The more interesting anthropological detail in today’s page is the discussion of which kinds of amulets, or magic charms, can be worn on Shabbat. The Mishnah says that only one made by an expert can be worn – the Talmud discusses how to define an approved amulet or an approved amulet-maker – the general standard is three magic healings. Of course we should be calling them “miraculous” healings and charms, since they derived their “powers” from the use of the divine name (YHWH), but “magic” gives us today a better sense of how they were used. We also read that they were considered special because of the divine name, but not holy enough to save from a fire on Shabbat.

Jews have not been immune from their own superstitions – monotheism does not cure the desire for magic power.
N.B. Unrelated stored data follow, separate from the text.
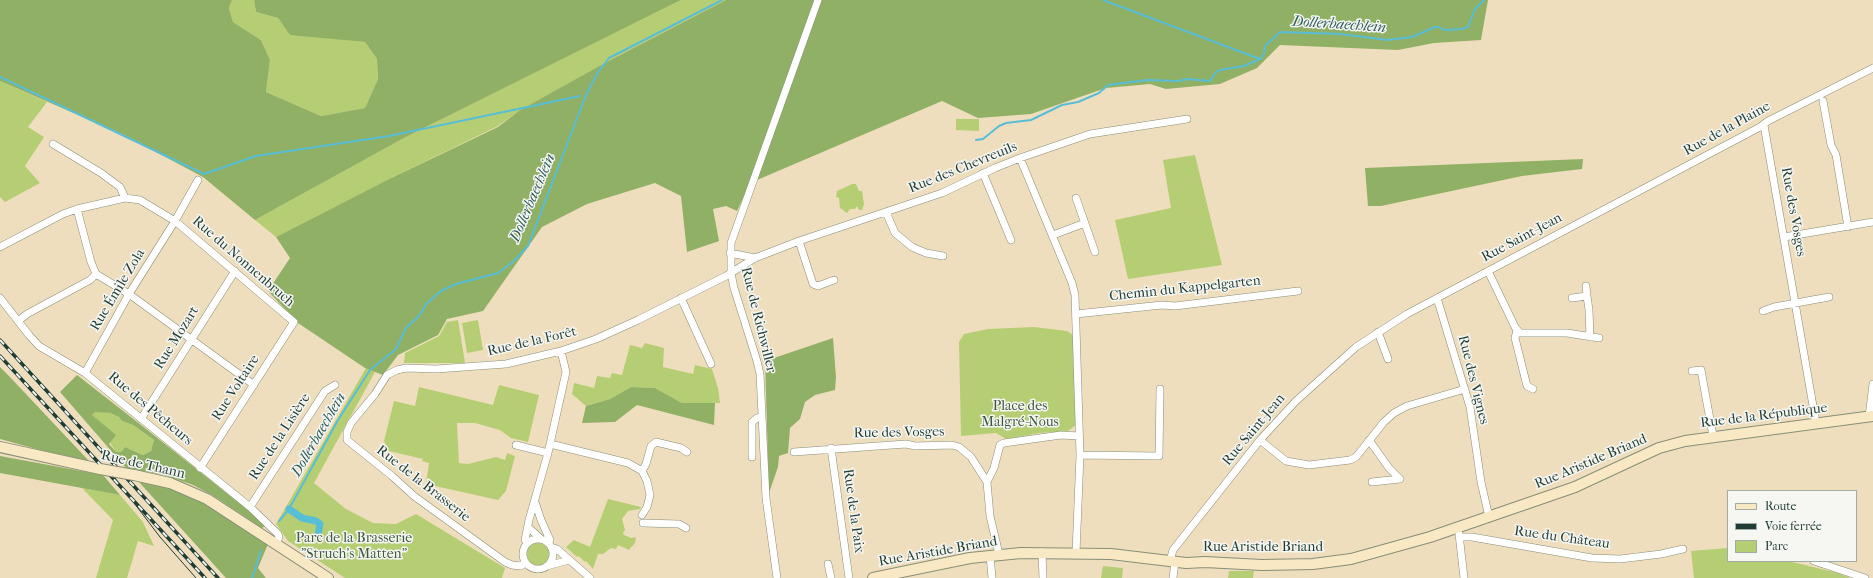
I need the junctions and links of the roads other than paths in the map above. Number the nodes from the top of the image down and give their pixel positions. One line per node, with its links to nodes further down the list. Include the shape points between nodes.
1 (818, 0): 26 (street, Rue de Richwiller, via 735,230)
2 (1871, 69): 3 (street); 6 (street, Rue de la Plaine)
3 (1873, 76)
4 (1823, 100): 19 (street, via 1831,145 1836,155)
5 (1187, 119): 8 (street, Rue des Chevreuils, via 1090,134)
6 (1764, 125): 15 (street, Rue de la Plaine); 21 (street, Rue des Vosges)
7 (53, 144): 11 (street, via 120,187)
8 (1020, 158): 9 (street, Rue des Chevreuils); 20 (street)
9 (983, 173): 14 (street, Rue des Chevreuils, via 942,193); 22 (street)
10 (198, 180): 16 (street, Rue du Nonnenbruch)
11 (125, 198): 13 (street); 16 (street, Rue du Nonnenbruch, via 140,200)
12 (1076, 198): 18 (street)
13 (77, 209): 24 (street); 31 (street)
14 (886, 212): 23 (street, Rue des Chevreuils); 27 (street, via 895,233 912,247)
15 (1595, 214): 30 (street, Rue Saint-Jean)
16 (175, 221): 29 (street, Rue du Nonnenbruch); 36 (street, Rue Émile Zola)
17 (1873, 222): 19 (street)
18 (1085, 223): 20 (street); 25 (street)
19 (1848, 227): 21 (street)
20 (1053, 235): 45 (street, via 1072,283)
21 (1784, 237): 43 (street, Rue des Vosges)
22 (1011, 240)
23 (799, 241): 28 (street, Rue des Chevreuils); 33 (street, via 813,284 818,286)
24 (0, 247)
25 (1095, 252)
26 (730, 253): 28 (street); 32 (street, Rue de Richwiller)
27 (943, 256)
28 (755, 258): 32 (street, Rue des Chevreuils)
29 (235, 271): 47 (street, Rue du Nonnenbruch); 52 (street, Rue Mozart)
30 (1488, 272): 41 (street, Rue Saint-Jean); 48 (street)
31 (96, 274): 36 (street); 46 (street, via 90,280 27,314)
32 (731, 274): 40 (street, Rue de la Forêt); 65 (street, Rue de Richwiller, via 757,361)
33 (834, 280)
34 (1586, 286): 37 (street)
35 (1298, 291): 45 (street, Chemin du Kappelgarten, via 1175,306 1162,305)
36 (129, 294): 52 (street); 57 (street, Rue Émile Zola)
37 (1586, 296): 42 (street); 50 (street)
38 (1829, 297): 43 (street)
39 (0, 298): 46 (street, Rue des Pêcheurs)
40 (681, 298): 53 (street, Rue de la Forêt, via 596,339); 55 (street)
41 (1437, 298): 49 (street, Rue Saint-Jean); 62 (street, Rue des Vignes)
42 (1572, 298)
43 (1795, 304): 44 (street); 67 (street, Rue des Vosges)
44 (1763, 311)
45 (1076, 314): 68 (street)
46 (18, 322): 57 (street, Rue des Pêcheurs, via 39,346)
47 (294, 322): 59 (street, Rue Voltaire)
48 (1517, 330): 50 (street, via 1524,334 1567,333); 63 (street, via 1515,338 1527,386)
49 (1378, 332): 54 (street); 71 (street, Rue Saint-Jean, via 1324,374)
50 (1590, 337): 51 (street)
51 (1599, 338)
52 (192, 339): 59 (street); 66 (street, Rue Mozart)
53 (561, 351): 70 (street, Rue de la Forêt, via 506,364 397,370 387,375 351,424); 73 (street, via 566,372)
54 (1388, 359)
55 (711, 364)
56 (1692, 371): 69 (street, via 1701,370)
57 (85, 373): 66 (street, Rue des Pêcheurs)
58 (1873, 384): 64 (street)
59 (254, 385): 83 (street, Rue Voltaire)
60 (335, 385): 90 (street, Rue de la Lisière, via 325,391)
61 (1160, 389): 81 (street, via 1160,456)
62 (1465, 389): 72 (street, via 1407,406 1384,422); 92 (street, Rue des Vignes)
63 (1533, 389)
64 (1871, 416): 67 (main road, Rue de la République)
65 (762, 417): 82 (street, via 752,422); 114 (street, Rue de Richwiller, via 766,498)
66 (141, 418): 83 (street, Rue des Pêcheurs)
67 (1816, 423): 69 (main road, Rue de la République)
68 (1079, 436): 81 (street); 87 (street, via 1061,435 1004,443 1000,445 994,468)
69 (1713, 436): 77 (main road, Rue de la République)
70 (347, 440): 108 (street, Rue de la Brasserie, via 414,496 505,562 520,566)
71 (1260, 440): 72 (street, via 1286,461 1309,465 1350,460 1356,457); 106 (street, Rue Saint-Jean, via 1173,550)
72 (1370, 440): 84 (street)
73 (550, 444): 80 (street); 85 (street, via 628,463)
74 (516, 445): 80 (street)
75 (0, 447): 99 (main road, Rue de Thann, bridge, via 170,483 198,494)
76 (831, 448): 79 (street, Rue des Vosges); 87 (street, Rue des Vosges, via 906,444 952,445 959,447 971,457); 116 (street, Rue de la Paix)
77 (1659, 448): 92 (main road, Rue Aristide Briand, via 1575,487)
78 (687, 452): 85 (street, via 656,442 651,446)
79 (794, 452)
80 (548, 453): 89 (street)
81 (1080, 455): 103 (street)
82 (752, 457)
83 (200, 468): 90 (street, Rue des Pêcheurs)
84 (1389, 468): 86 (street); 86 (street, via 1400,479)
85 (642, 471): 91 (street, via 648,481 650,495)
86 (1384, 481): 88 (street)
87 (986, 482): 104 (street)
88 (1372, 482)
89 (535, 502): 94 (street); 100 (street)
90 (250, 507): 99 (street, Rue des Pêcheurs, via 278,534)
91 (642, 515)
92 (1489, 517): 96 (main road, Rue Aristide Briand)
93 (643, 523): 95 (street, via 679,524)
94 (528, 527): 97 (street); 98 (street, via 525,540)
95 (686, 528)
96 (1459, 533): 101 (street, Rue du Château, via 1472,538 1592,558 1620,559); 106 (main road, Rue Aristide Briand, via 1313,564); 121 (street)
97 (541, 539): 98 (street); 100 (street)
98 (528, 543): 108 (street, via 523,555)
99 (276, 544): 112 (main road, Rue de Thann)
100 (550, 545): 105 (street); 110 (street, via 553,555)
101 (1683, 549)
102 (1042, 552): 103 (main road, Rue Aristide Briand); 104 (main road, Rue Aristide Briand); 119 (street)
103 (1076, 553): 106 (main road, Rue Aristide Briand, via 1135,556)
104 (995, 554): 111 (main road, Rue Aristide Briand); 118 (street)
105 (569, 560): 110 (street); 113 (street)
106 (1172, 562): 120 (street, Rue Saint-Jean)
107 (1817, 562): 122 (street)
108 (526, 563): 110 (street, via 538,569)
109 (828, 564): 115 (street)
110 (547, 566)
111 (894, 576): 117 (main road, Rue Aristide Briand)
112 (328, 578)
113 (590, 578)
114 (777, 578)
115 (831, 578)
116 (849, 578)
117 (873, 578)
118 (992, 578)
119 (1043, 578)
120 (1173, 578)
121 (1464, 578)
122 (1865, 578)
If one is facing a run of bad luck, they are encouraged to check their mezuzah [doorpost box with holy text]. And the founder of Hasidism, the Baal Shem Tov [“master of the good name”], most likely got his title from making the very kinds of amulets discussed in today’s page. But we will never know exactly how he put on his shoes.

Rabbi Adam Chalom

Friday, July 01, 2005

The Soul of Soles - Shabbat 60

Every religious tradition has its debates about issues that take up more space than they deserve. A famous Catholic debate concerned how many angels could fit on the head of a pin; today’s daf debates how many nails on a sandal should be permitted to wear out of the house on Shabbat. In case you were wondering. . .
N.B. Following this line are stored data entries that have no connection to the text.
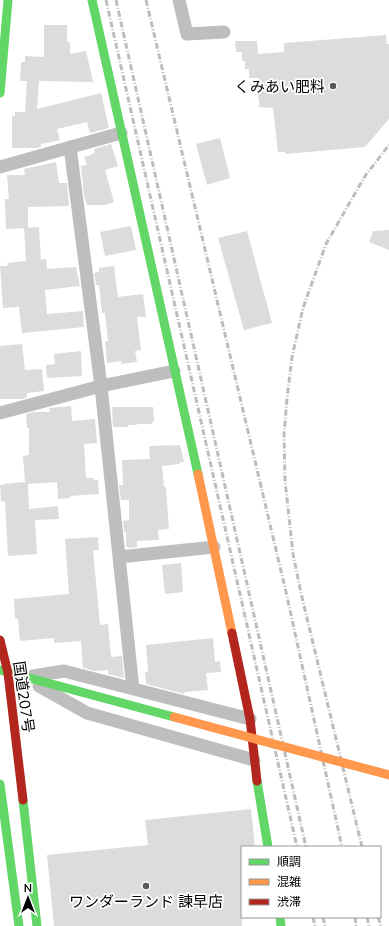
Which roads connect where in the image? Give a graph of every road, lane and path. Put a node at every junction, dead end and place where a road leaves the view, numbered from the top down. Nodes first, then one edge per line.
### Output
1 (8, 0) edge
2 (92, 0) edge
3 (179, 0) edge
4 (224, 32) dead end
5 (0, 93) edge
6 (121, 133) junction
7 (70, 147) junction
8 (0, 167) edge
9 (174, 371) junction
10 (101, 386) junction
11 (0, 413) edge
12 (214, 547) junction
13 (119, 557) junction
14 (0, 640) edge
15 (4, 672) edge
16 (23, 678) junction
17 (133, 689) junction
18 (250, 719) junction
19 (254, 760) junction
20 (389, 775) edge
21 (0, 784) edge
22 (2, 819) edge
23 (268, 846) edge
24 (14, 883) junction
25 (0, 886) edge
26 (19, 926) edge
27 (37, 926) edge

1 - 5 street
2 - 6 street
3 - 4 street
6 - 7 street
6 - 9 street
7 - 8 street
7 - 10 street
9 - 10 street
9 - 12 street
10 - 11 street
10 - 13 street
12 - 13 street
12 - 18 street
13 - 17 street
14 - 15 street, 国道207号
15 - 16 street
15 - 27 street, 国道207号
16 - 17 street
16 - 19 street
16 - 20 street, bridge
17 - 18 street
18 - 19 street
19 - 23 street
21 - 22 street
22 - 24 street
24 - 25 street
24 - 26 street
The Talmud asks why the Mishnah prohibited men leaving their homes on Shabbat with “nail-studded sandals” [the Hebrew for sandal is “sandahl,” derived from Greek]. Samuel proceeds to tell a story where Jews hiding from persecution in a cave decided that they could enter the cave but not leave it lest their hiding place be discovered. Unfortunately, one of their sandals was reversed and its track on the ground led them to believe one had left, thus panicking them into a crowding frenzy that killed more of them than the enemy did. Other rabbis speculate that instead they heard someone walking above the cave, or at the back of a synagogue, and thus panicked and trampled each other with their nail-studded shoes. And since this took place on a Shabbat, thus the prohibition (after much more discussion, of course) of sandals whose nails are structural rather than ornamental.

But never let it be said that the Talmud’s Rabbis missed an opportunity to disagree: HOW MANY nails count as ornamental? Some say seven, others say 13. One says five is allowed but sever is forbidden. Another says 5, 7, 8, or 9 are allowed. In Pumbedita [a Babylonian rabbinic academy] they allow 24, while in Sura [another Babylonian academy] only 22. And if most of the nails have fallen out and only 4 or 5 are left, that is permitted too. Who knew that such profound lessons could be derived from a deep study of religious tradition?